Problem description: Return every entry below exactly as written, minus the pictures.

'''

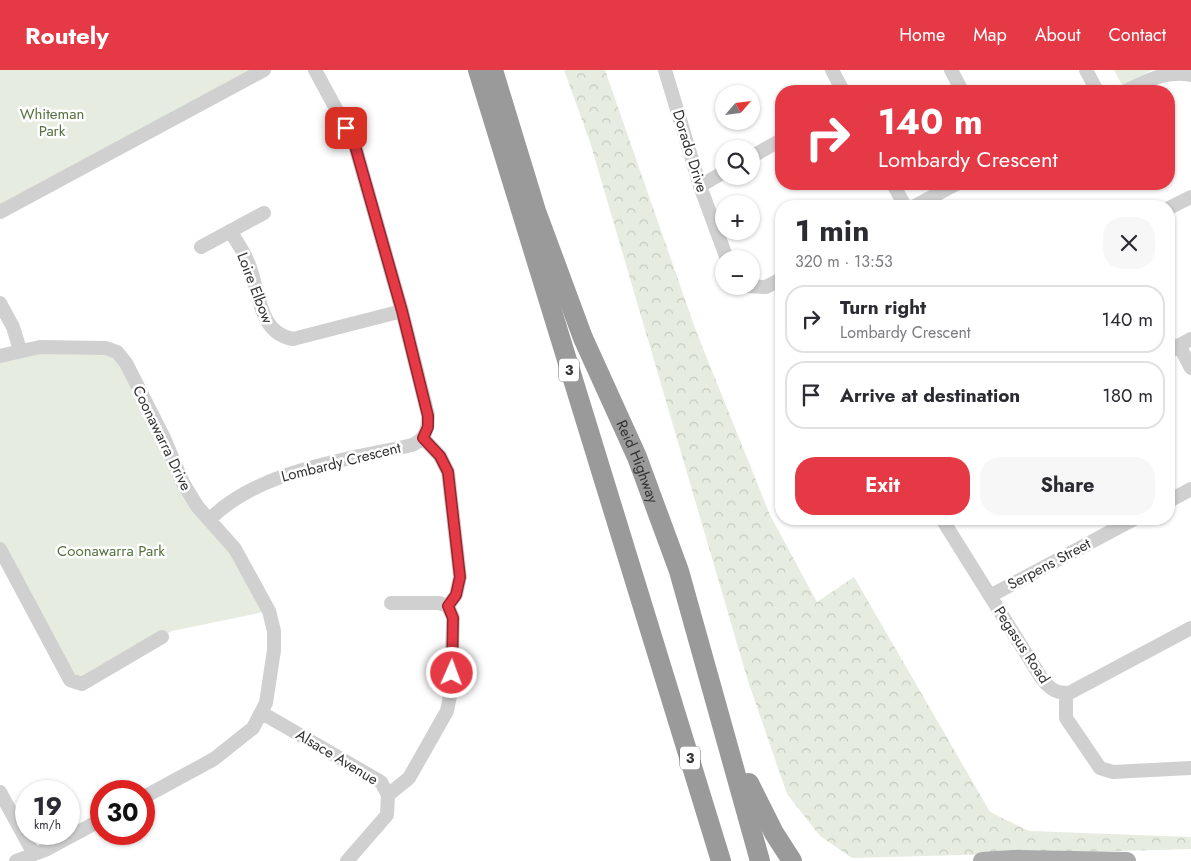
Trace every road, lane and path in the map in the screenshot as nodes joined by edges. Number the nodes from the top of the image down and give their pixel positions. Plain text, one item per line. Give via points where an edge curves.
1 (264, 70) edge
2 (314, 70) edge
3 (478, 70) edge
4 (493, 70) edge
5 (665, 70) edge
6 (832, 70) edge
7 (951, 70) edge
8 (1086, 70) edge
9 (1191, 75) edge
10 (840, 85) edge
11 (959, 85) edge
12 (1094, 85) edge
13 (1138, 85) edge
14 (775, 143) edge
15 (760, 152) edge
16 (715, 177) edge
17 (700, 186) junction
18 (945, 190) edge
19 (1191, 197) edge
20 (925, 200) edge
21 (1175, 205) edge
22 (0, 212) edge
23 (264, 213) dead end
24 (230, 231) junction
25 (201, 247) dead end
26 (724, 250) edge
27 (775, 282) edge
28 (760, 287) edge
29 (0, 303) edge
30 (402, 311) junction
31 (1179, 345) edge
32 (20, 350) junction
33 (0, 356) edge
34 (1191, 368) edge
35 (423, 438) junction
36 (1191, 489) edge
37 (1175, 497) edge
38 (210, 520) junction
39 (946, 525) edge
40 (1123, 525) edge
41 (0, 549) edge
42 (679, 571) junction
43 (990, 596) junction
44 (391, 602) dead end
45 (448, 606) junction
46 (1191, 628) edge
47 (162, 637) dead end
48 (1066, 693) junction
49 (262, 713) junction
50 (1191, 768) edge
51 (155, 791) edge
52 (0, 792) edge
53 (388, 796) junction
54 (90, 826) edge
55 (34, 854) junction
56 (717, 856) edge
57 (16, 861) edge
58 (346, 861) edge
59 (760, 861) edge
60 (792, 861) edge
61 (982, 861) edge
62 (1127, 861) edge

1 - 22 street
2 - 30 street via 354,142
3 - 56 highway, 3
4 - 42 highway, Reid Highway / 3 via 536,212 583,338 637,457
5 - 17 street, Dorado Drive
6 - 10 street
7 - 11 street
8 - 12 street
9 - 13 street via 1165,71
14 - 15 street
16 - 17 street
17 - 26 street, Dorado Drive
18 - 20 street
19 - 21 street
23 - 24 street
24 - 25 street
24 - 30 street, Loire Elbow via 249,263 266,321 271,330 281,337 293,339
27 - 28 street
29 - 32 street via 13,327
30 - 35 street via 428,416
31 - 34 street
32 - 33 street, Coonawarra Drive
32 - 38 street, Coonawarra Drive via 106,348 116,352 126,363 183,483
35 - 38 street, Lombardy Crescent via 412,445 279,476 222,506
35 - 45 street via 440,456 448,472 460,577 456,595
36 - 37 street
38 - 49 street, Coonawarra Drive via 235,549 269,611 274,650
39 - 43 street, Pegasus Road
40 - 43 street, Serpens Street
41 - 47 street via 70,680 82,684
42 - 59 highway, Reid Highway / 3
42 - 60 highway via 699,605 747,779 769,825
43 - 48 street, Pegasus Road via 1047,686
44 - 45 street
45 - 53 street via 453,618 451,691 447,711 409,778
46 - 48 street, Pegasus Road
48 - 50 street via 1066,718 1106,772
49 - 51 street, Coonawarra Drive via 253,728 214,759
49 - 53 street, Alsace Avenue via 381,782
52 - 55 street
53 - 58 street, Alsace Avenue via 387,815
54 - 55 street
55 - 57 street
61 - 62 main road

'''

Solution for this exercise:
Trace every road, lane and path in the map in the screenshot as nodes joined by edges. Number the nodes from the top of the image down and give their pixel positions. Plain text, one item per line. Give via points where an edge curves.
1 (264, 70) edge
2 (314, 70) edge
3 (478, 70) edge
4 (493, 70) edge
5 (665, 70) edge
6 (832, 70) edge
7 (951, 70) edge
8 (1086, 70) edge
9 (1191, 75) edge
10 (840, 85) edge
11 (959, 85) edge
12 (1094, 85) edge
13 (1138, 85) edge
14 (775, 143) edge
15 (760, 152) edge
16 (715, 177) edge
17 (700, 186) junction
18 (945, 190) edge
19 (1191, 197) edge
20 (925, 200) edge
21 (1175, 205) edge
22 (0, 212) edge
23 (264, 213) dead end
24 (230, 231) junction
25 (201, 247) dead end
26 (724, 250) edge
27 (775, 282) edge
28 (760, 287) edge
29 (0, 303) edge
30 (402, 311) junction
31 (1179, 345) edge
32 (20, 350) junction
33 (0, 356) edge
34 (1191, 368) edge
35 (423, 438) junction
36 (1191, 489) edge
37 (1175, 497) edge
38 (210, 520) junction
39 (946, 525) edge
40 (1123, 525) edge
41 (0, 549) edge
42 (679, 571) junction
43 (990, 596) junction
44 (391, 602) dead end
45 (448, 606) junction
46 (1191, 628) edge
47 (162, 637) dead end
48 (1066, 693) junction
49 (262, 713) junction
50 (1191, 768) edge
51 (155, 791) edge
52 (0, 792) edge
53 (388, 796) junction
54 (90, 826) edge
55 (34, 854) junction
56 (717, 856) edge
57 (16, 861) edge
58 (346, 861) edge
59 (760, 861) edge
60 (792, 861) edge
61 (982, 861) edge
62 (1127, 861) edge

1 - 22 street
2 - 30 street via 354,142
3 - 56 highway, 3
4 - 42 highway, Reid Highway / 3 via 536,212 583,338 637,457
5 - 17 street, Dorado Drive
6 - 10 street
7 - 11 street
8 - 12 street
9 - 13 street via 1165,71
14 - 15 street
16 - 17 street
17 - 26 street, Dorado Drive
18 - 20 street
19 - 21 street
23 - 24 street
24 - 25 street
24 - 30 street, Loire Elbow via 249,263 266,321 271,330 281,337 293,339
27 - 28 street
29 - 32 street via 13,327
30 - 35 street via 428,416
31 - 34 street
32 - 33 street, Coonawarra Drive
32 - 38 street, Coonawarra Drive via 106,348 116,352 126,363 183,483
35 - 38 street, Lombardy Crescent via 412,445 279,476 222,506
35 - 45 street via 440,456 448,472 460,577 456,595
36 - 37 street
38 - 49 street, Coonawarra Drive via 235,549 269,611 274,650
39 - 43 street, Pegasus Road
40 - 43 street, Serpens Street
41 - 47 street via 70,680 82,684
42 - 59 highway, Reid Highway / 3
42 - 60 highway via 699,605 747,779 769,825
43 - 48 street, Pegasus Road via 1047,686
44 - 45 street
45 - 53 street via 453,618 451,691 447,711 409,778
46 - 48 street, Pegasus Road
48 - 50 street via 1066,718 1106,772
49 - 51 street, Coonawarra Drive via 253,728 214,759
49 - 53 street, Alsace Avenue via 381,782
52 - 55 street
53 - 58 street, Alsace Avenue via 387,815
54 - 55 street
55 - 57 street
61 - 62 main road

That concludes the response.